Optional Redemption:   

The 2025 Notes will be redeemable at the Company’s option at any time prior to March 1, 2025 (one month prior to their maturity), as a whole or in part, at the greater of (i) 100% of the principal amount of such 2025 Notes and (ii) the sum of the present values of remaining scheduled payments of principal and interest on the 2025 Notes to be redeemed that would be due from the redemption date to March 1, 2025 (one month prior to their maturity), discounted to the redemption date on a semi-annual basis at the discount rate of the Treasury Rate plus 50 basis points, plus accrued and unpaid interest, if any, to, but excluding, the redemption date.

 

The 2025 Notes will be redeemable at the Company’s option at any time on or after March 1, 2025 (one month prior to their maturity), at a redemption price equal to 100% of the principal amount of such 2025 Notes, plus accrued and unpaid interest, if any, to, but excluding, the redemption date.

CUSIP:    911312 BX3
ISIN:    US911312BX35
Form:    DTC, Book-Entry
Law:    New York
Joint Book-Running Managers:   

BofA Securities, Inc.

Citigroup Global Markets Inc.

J.P. Morgan Securities LLC

Wells Fargo Securities, LLC

Barclays Capital Inc.

BNP Paribas Securities Corp.

Goldman Sachs & Co. LLC

Morgan Stanley & Co. LLC

Co-Managers:   

SG Americas Securities, LLC

U.S. Bancorp Investments, Inc.

ANZ Securities, Inc.

BNY Mellon Capital Markets, LLC

CastleOak Securities, L.P.

Fifth Third Securities, Inc.

HSBC Securities (USA) Inc.

Mizuho Securities USA LLC

MUFG Securities Americas Inc.

Siebert Williams Shank & Co., LLC

Standard Chartered Bank

TD Securities (USA) LLC

UBS Securities LLC

Concurrent Offering:    Concurrent with the offering of the 2025 Notes, the Company is offering its 4.450% Senior Notes due 2030, its 5.200% Senior Notes due 2040 and its 5.300% Senior Notes due 2050.
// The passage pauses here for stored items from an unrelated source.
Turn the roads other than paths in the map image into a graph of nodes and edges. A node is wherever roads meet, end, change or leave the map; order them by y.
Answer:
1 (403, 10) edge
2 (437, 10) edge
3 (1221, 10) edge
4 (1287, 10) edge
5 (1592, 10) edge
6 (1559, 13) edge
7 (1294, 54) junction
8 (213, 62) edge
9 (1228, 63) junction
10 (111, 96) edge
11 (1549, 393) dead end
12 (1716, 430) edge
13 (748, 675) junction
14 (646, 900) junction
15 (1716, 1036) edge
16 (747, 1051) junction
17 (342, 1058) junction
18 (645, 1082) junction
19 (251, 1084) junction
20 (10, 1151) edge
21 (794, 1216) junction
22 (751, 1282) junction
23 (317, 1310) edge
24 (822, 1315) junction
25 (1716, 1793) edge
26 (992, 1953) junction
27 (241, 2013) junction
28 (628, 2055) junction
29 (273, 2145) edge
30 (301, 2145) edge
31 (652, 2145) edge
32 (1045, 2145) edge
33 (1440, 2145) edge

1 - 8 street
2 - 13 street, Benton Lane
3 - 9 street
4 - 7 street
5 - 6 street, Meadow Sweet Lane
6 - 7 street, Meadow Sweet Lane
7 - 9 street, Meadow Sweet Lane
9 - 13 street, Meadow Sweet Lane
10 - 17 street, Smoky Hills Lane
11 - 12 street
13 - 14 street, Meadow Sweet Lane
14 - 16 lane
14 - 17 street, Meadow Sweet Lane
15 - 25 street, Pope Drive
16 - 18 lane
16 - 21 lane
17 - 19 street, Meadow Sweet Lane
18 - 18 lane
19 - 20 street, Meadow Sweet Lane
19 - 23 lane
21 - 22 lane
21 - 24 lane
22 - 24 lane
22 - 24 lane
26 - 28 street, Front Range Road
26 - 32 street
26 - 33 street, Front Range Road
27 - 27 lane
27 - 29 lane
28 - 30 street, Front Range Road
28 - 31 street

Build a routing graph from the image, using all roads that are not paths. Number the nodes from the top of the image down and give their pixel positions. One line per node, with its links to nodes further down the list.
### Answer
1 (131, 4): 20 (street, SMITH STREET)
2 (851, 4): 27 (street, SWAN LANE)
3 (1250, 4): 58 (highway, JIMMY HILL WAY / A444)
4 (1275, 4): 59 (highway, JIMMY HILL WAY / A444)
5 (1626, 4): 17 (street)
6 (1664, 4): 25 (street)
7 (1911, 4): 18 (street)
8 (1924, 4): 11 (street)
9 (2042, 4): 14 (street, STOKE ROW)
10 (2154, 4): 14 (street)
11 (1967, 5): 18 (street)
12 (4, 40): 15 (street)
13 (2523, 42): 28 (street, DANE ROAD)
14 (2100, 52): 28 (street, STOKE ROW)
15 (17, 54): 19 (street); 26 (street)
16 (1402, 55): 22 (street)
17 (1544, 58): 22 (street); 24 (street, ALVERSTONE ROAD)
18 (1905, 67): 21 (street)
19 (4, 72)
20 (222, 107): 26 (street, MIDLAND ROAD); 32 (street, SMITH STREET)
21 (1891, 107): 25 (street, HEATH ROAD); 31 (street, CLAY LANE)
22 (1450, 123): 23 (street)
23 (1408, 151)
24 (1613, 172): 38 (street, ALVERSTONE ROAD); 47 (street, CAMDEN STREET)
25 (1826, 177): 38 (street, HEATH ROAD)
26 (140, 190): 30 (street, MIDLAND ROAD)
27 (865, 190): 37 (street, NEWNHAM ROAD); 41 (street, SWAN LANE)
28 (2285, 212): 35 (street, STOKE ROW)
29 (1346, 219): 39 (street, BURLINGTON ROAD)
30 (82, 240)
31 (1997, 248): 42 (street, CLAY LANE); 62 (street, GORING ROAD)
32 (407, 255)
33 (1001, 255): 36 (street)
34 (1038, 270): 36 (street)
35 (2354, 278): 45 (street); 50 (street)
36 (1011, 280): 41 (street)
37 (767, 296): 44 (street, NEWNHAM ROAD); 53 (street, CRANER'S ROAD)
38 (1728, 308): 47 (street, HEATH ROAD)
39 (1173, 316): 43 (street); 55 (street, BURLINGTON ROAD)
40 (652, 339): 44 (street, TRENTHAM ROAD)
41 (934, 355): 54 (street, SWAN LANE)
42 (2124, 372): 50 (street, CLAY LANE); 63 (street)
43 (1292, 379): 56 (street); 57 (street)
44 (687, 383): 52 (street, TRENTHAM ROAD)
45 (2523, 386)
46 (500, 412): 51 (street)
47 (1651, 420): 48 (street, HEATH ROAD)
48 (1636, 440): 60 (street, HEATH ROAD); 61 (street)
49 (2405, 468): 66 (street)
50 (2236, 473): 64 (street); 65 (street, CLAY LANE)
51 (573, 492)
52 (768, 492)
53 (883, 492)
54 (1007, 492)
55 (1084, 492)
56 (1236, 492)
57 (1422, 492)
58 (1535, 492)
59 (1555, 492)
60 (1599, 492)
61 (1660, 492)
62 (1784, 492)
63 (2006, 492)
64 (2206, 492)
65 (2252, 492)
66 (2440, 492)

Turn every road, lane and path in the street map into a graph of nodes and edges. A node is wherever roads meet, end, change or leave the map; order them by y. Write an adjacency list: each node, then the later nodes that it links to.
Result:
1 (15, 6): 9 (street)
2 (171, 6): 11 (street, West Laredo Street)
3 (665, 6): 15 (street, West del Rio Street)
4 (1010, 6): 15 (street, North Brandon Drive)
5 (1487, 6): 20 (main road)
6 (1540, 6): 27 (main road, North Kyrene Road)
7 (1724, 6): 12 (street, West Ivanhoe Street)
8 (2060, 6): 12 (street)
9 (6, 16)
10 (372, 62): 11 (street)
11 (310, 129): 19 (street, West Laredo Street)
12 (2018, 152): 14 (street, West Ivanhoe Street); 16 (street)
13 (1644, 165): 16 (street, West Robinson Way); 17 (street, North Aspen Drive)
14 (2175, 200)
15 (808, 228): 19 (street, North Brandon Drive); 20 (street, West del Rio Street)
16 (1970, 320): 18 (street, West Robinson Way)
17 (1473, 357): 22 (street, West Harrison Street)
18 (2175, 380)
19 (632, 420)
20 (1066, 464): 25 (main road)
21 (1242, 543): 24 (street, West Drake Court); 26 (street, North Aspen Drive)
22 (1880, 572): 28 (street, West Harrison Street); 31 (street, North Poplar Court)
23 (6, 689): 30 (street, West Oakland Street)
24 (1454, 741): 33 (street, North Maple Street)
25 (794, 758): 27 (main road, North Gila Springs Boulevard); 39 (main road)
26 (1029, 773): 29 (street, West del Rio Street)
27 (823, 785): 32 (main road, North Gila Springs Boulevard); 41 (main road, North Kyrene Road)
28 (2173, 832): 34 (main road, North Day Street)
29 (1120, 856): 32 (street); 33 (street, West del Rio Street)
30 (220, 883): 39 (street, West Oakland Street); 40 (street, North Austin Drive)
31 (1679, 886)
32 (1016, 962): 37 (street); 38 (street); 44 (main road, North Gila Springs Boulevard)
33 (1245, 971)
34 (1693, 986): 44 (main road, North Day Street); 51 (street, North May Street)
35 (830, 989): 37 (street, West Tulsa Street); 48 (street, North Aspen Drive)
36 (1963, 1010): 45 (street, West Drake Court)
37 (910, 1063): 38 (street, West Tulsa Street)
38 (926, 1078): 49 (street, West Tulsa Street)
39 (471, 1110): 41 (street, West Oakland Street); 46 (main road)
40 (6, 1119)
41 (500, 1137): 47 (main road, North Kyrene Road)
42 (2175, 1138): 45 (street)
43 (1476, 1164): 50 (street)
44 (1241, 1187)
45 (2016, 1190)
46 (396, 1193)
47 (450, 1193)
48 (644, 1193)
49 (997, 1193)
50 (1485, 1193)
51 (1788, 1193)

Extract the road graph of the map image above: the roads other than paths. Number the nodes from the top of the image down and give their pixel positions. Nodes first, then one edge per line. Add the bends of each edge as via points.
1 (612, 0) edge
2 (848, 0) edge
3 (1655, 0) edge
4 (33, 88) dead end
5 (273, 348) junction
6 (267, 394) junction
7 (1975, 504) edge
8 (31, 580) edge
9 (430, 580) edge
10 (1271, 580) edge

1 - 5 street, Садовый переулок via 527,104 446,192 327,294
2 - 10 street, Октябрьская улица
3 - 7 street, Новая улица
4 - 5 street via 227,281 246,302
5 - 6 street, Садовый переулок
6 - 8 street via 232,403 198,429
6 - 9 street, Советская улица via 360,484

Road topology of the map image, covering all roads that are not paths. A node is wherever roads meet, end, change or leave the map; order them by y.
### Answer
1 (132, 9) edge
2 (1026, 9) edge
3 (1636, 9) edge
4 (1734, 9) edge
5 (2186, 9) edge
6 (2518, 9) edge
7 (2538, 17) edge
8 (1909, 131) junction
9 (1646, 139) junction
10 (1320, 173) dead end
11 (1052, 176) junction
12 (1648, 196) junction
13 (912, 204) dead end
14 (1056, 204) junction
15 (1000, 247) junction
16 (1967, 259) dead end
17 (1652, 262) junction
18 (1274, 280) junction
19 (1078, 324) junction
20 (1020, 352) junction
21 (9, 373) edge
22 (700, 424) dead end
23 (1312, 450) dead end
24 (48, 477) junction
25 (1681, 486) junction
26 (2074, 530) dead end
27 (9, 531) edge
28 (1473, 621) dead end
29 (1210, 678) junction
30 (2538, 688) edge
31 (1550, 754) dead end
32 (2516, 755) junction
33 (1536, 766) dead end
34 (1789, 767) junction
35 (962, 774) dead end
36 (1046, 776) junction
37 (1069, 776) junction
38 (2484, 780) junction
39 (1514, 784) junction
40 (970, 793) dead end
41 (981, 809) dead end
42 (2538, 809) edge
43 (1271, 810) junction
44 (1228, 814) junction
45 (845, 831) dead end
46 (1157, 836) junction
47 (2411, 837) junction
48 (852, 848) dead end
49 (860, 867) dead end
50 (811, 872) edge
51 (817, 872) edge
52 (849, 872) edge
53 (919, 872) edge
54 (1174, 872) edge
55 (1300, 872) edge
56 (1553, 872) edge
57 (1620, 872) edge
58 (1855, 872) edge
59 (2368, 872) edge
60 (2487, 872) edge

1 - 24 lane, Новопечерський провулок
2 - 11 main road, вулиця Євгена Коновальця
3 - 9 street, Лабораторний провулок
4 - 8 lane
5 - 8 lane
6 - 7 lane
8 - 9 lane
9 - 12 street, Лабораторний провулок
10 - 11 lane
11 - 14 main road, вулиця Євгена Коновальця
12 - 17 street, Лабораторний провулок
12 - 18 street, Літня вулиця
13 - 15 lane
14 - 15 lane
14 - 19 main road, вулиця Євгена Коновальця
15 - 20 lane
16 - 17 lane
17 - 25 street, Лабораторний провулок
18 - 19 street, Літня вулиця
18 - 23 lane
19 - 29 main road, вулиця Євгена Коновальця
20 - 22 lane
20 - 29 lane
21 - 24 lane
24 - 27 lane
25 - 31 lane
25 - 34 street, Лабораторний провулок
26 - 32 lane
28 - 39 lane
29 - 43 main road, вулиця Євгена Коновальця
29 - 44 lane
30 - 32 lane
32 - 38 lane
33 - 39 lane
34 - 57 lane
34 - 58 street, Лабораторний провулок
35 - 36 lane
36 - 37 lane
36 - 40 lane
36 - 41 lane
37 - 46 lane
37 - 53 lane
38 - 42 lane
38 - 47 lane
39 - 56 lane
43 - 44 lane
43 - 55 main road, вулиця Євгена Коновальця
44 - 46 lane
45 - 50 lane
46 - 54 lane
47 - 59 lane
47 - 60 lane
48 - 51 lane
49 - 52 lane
To the extent any Underwriter that is not a U.S. registered broker-dealer intends to effect sales of 2025 Notes in the United States, it will do so through one or more U.S. registered broker-dealers in accordance with the applicable U.S. securities laws and regulations. Standard Chartered Bank will not effect any offers or sales of any notes in the United States unless it is through one or more U.S. registered broker-dealers as permitted by the regulations of FINRA.

 

*

Note: A securities rating is not a recommendation to buy, sell or hold securities and may be subject to revision or withdrawal at any time.

The Company has filed a registration statement (including a base prospectus) and a preliminary prospectus supplement with the SEC for the offering to which this communication relates. The Company files annual, quarterly, and current reports, proxy statements and other information with the SEC. Before you invest, you should read the preliminary prospectus supplement for this offering, the Company’s


prospectus in that registration statement and any other documents the Company has filed with the SEC for more complete information about the Company and this offering. We urge you to read these documents and any other relevant documents when they become available because they contain and will contain important information about the Company and this offering. You may get these documents for free by visiting EDGAR on the SEC Website at www.sec.gov.

Alternatively, the Company, any Underwriter or any dealer participating in the offering will arrange to send you the prospectus if you request it by contacting BofA Securities, Inc. toll free at (800) 294-1322; Citigroup Global Markets Inc. toll-free at (800) 831-9146; J.P. Morgan Securities LLC collect at (212) 834-4533; or Wells Fargo Securities, LLC toll-free at (800) 645-3751.

This pricing term sheet supplements the preliminary prospectus supplement issued by United Parcel Service, Inc. on March 19, 2020 relating to its prospectus dated October 11, 2019 (such prospectus, as supplemented by such preliminary prospectus supplement, the “Preliminary Prospectus”). The information in this pricing term sheet supersedes the information in the Preliminary Prospectus to the extent inconsistent with the information in the Preliminary Prospectus.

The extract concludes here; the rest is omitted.